* **DATA PROVIDED**
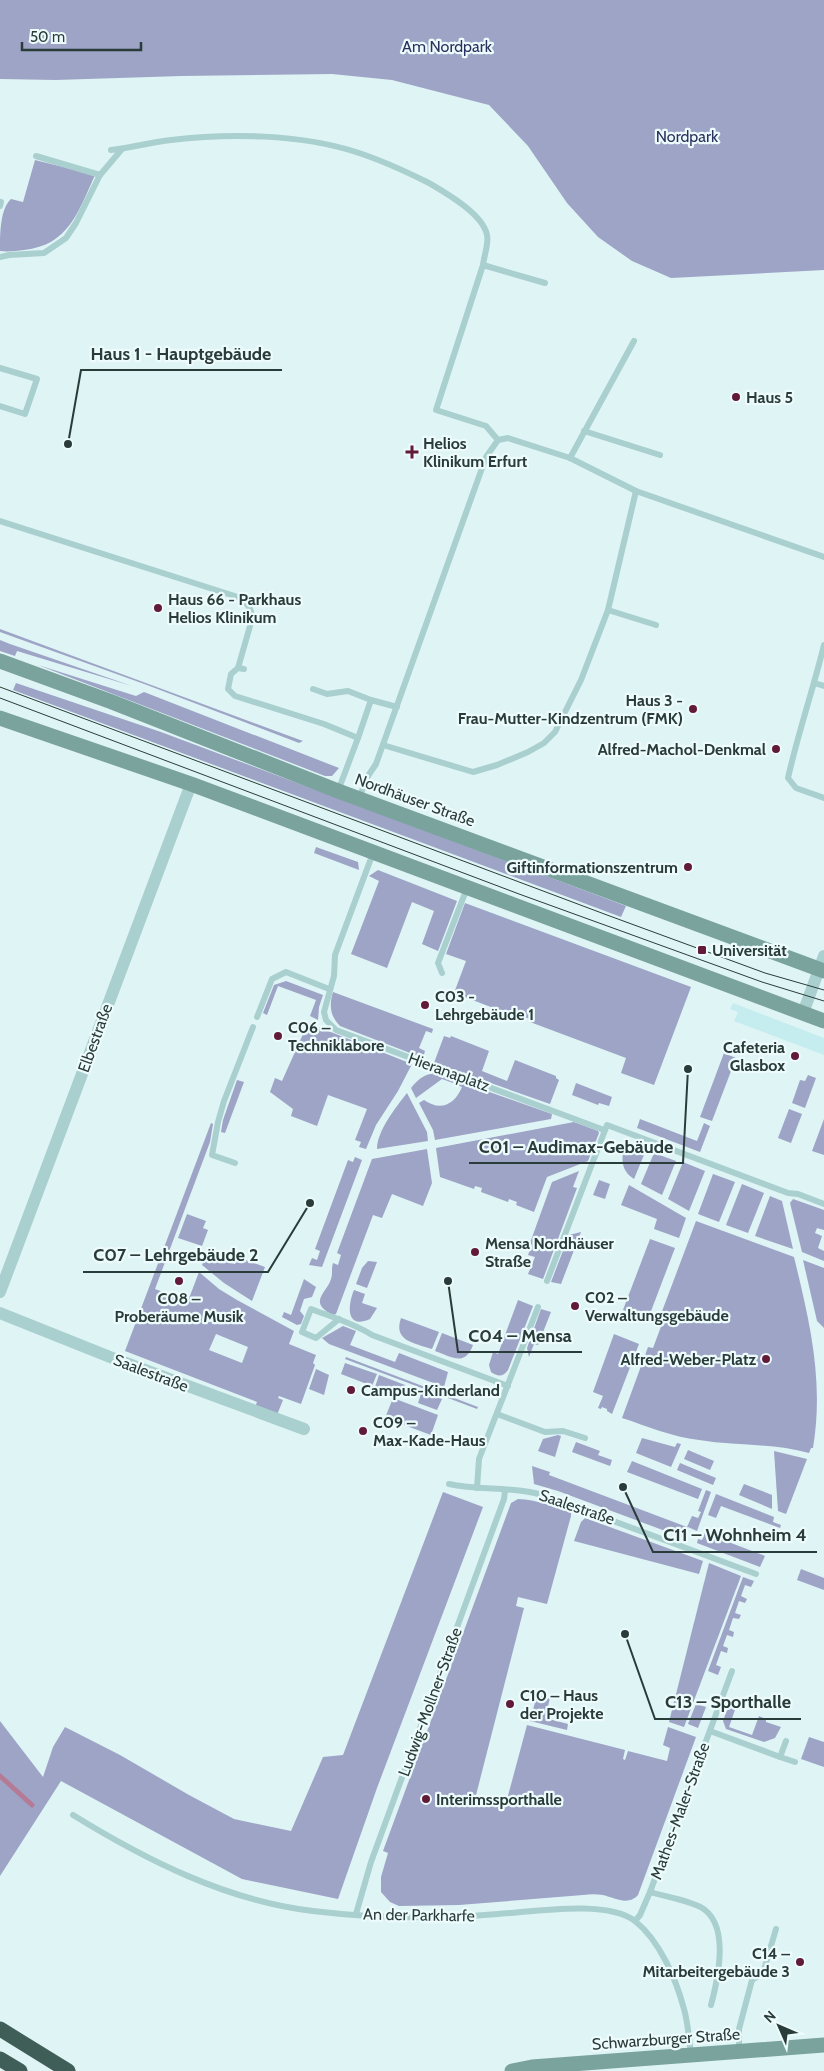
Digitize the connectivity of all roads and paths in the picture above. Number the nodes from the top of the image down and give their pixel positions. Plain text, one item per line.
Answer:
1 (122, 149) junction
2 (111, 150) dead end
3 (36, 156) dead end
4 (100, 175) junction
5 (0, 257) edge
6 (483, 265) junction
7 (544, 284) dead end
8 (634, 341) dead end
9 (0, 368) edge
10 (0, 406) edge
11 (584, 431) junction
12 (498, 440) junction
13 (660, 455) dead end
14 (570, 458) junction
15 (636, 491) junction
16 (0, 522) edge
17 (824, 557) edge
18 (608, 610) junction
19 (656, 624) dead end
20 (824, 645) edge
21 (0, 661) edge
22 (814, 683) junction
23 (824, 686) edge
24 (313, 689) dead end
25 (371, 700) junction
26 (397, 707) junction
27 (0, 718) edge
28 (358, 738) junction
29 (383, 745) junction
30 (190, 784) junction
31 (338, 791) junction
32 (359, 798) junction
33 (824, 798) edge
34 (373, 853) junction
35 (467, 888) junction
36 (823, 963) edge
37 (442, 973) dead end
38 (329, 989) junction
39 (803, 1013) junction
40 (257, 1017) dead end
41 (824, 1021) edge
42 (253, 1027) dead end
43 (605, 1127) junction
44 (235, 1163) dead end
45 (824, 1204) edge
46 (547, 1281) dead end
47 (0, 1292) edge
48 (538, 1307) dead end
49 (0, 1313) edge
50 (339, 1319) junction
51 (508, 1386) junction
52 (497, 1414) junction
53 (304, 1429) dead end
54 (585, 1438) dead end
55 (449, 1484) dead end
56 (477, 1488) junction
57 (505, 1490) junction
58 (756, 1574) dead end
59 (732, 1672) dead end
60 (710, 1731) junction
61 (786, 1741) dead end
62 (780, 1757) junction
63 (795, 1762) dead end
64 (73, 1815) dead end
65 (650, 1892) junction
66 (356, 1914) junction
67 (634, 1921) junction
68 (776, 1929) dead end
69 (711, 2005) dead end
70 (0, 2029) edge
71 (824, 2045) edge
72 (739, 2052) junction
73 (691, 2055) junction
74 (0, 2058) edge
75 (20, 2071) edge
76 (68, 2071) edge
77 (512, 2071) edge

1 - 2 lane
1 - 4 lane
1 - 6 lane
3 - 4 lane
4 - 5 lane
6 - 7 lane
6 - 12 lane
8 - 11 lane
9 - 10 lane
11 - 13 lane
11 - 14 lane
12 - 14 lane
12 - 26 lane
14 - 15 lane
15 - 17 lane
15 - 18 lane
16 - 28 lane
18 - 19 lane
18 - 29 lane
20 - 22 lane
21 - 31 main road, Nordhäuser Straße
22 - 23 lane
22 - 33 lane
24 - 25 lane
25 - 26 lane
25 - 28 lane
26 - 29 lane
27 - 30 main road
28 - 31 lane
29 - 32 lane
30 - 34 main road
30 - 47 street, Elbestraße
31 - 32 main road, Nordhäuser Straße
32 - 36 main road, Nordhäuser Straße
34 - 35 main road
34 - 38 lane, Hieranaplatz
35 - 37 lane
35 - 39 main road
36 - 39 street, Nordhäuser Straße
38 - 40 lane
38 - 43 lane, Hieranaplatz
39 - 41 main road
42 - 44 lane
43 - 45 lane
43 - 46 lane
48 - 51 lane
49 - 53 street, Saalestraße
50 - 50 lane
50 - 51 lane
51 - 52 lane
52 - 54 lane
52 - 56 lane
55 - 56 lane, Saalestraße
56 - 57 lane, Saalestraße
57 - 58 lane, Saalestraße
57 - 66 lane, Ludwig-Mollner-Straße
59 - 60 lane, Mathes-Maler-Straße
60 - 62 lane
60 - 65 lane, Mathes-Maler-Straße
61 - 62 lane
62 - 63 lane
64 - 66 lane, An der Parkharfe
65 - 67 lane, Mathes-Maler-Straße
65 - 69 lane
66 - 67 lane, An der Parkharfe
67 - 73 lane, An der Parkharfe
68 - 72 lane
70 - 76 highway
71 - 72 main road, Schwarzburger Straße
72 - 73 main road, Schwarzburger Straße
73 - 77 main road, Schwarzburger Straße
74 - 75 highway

* **EXERCISE PROMPT**
Please copy the data shown above, line by line and exactly, omitting the images.

* **FINISHED TASK**
Digitize the connectivity of all roads and paths in the picture above. Number the nodes from the top of the image down and give their pixel positions. Plain text, one item per line.
Answer:
1 (122, 149) junction
2 (111, 150) dead end
3 (36, 156) dead end
4 (100, 175) junction
5 (0, 257) edge
6 (483, 265) junction
7 (544, 284) dead end
8 (634, 341) dead end
9 (0, 368) edge
10 (0, 406) edge
11 (584, 431) junction
12 (498, 440) junction
13 (660, 455) dead end
14 (570, 458) junction
15 (636, 491) junction
16 (0, 522) edge
17 (824, 557) edge
18 (608, 610) junction
19 (656, 624) dead end
20 (824, 645) edge
21 (0, 661) edge
22 (814, 683) junction
23 (824, 686) edge
24 (313, 689) dead end
25 (371, 700) junction
26 (397, 707) junction
27 (0, 718) edge
28 (358, 738) junction
29 (383, 745) junction
30 (190, 784) junction
31 (338, 791) junction
32 (359, 798) junction
33 (824, 798) edge
34 (373, 853) junction
35 (467, 888) junction
36 (823, 963) edge
37 (442, 973) dead end
38 (329, 989) junction
39 (803, 1013) junction
40 (257, 1017) dead end
41 (824, 1021) edge
42 (253, 1027) dead end
43 (605, 1127) junction
44 (235, 1163) dead end
45 (824, 1204) edge
46 (547, 1281) dead end
47 (0, 1292) edge
48 (538, 1307) dead end
49 (0, 1313) edge
50 (339, 1319) junction
51 (508, 1386) junction
52 (497, 1414) junction
53 (304, 1429) dead end
54 (585, 1438) dead end
55 (449, 1484) dead end
56 (477, 1488) junction
57 (505, 1490) junction
58 (756, 1574) dead end
59 (732, 1672) dead end
60 (710, 1731) junction
61 (786, 1741) dead end
62 (780, 1757) junction
63 (795, 1762) dead end
64 (73, 1815) dead end
65 (650, 1892) junction
66 (356, 1914) junction
67 (634, 1921) junction
68 (776, 1929) dead end
69 (711, 2005) dead end
70 (0, 2029) edge
71 (824, 2045) edge
72 (739, 2052) junction
73 (691, 2055) junction
74 (0, 2058) edge
75 (20, 2071) edge
76 (68, 2071) edge
77 (512, 2071) edge

1 - 2 lane
1 - 4 lane
1 - 6 lane
3 - 4 lane
4 - 5 lane
6 - 7 lane
6 - 12 lane
8 - 11 lane
9 - 10 lane
11 - 13 lane
11 - 14 lane
12 - 14 lane
12 - 26 lane
14 - 15 lane
15 - 17 lane
15 - 18 lane
16 - 28 lane
18 - 19 lane
18 - 29 lane
20 - 22 lane
21 - 31 main road, Nordhäuser Straße
22 - 23 lane
22 - 33 lane
24 - 25 lane
25 - 26 lane
25 - 28 lane
26 - 29 lane
27 - 30 main road
28 - 31 lane
29 - 32 lane
30 - 34 main road
30 - 47 street, Elbestraße
31 - 32 main road, Nordhäuser Straße
32 - 36 main road, Nordhäuser Straße
34 - 35 main road
34 - 38 lane, Hieranaplatz
35 - 37 lane
35 - 39 main road
36 - 39 street, Nordhäuser Straße
38 - 40 lane
38 - 43 lane, Hieranaplatz
39 - 41 main road
42 - 44 lane
43 - 45 lane
43 - 46 lane
48 - 51 lane
49 - 53 street, Saalestraße
50 - 50 lane
50 - 51 lane
51 - 52 lane
52 - 54 lane
52 - 56 lane
55 - 56 lane, Saalestraße
56 - 57 lane, Saalestraße
57 - 58 lane, Saalestraße
57 - 66 lane, Ludwig-Mollner-Straße
59 - 60 lane, Mathes-Maler-Straße
60 - 62 lane
60 - 65 lane, Mathes-Maler-Straße
61 - 62 lane
62 - 63 lane
64 - 66 lane, An der Parkharfe
65 - 67 lane, Mathes-Maler-Straße
65 - 69 lane
66 - 67 lane, An der Parkharfe
67 - 73 lane, An der Parkharfe
68 - 72 lane
70 - 76 highway
71 - 72 main road, Schwarzburger Straße
72 - 73 main road, Schwarzburger Straße
73 - 77 main road, Schwarzburger Straße
74 - 75 highway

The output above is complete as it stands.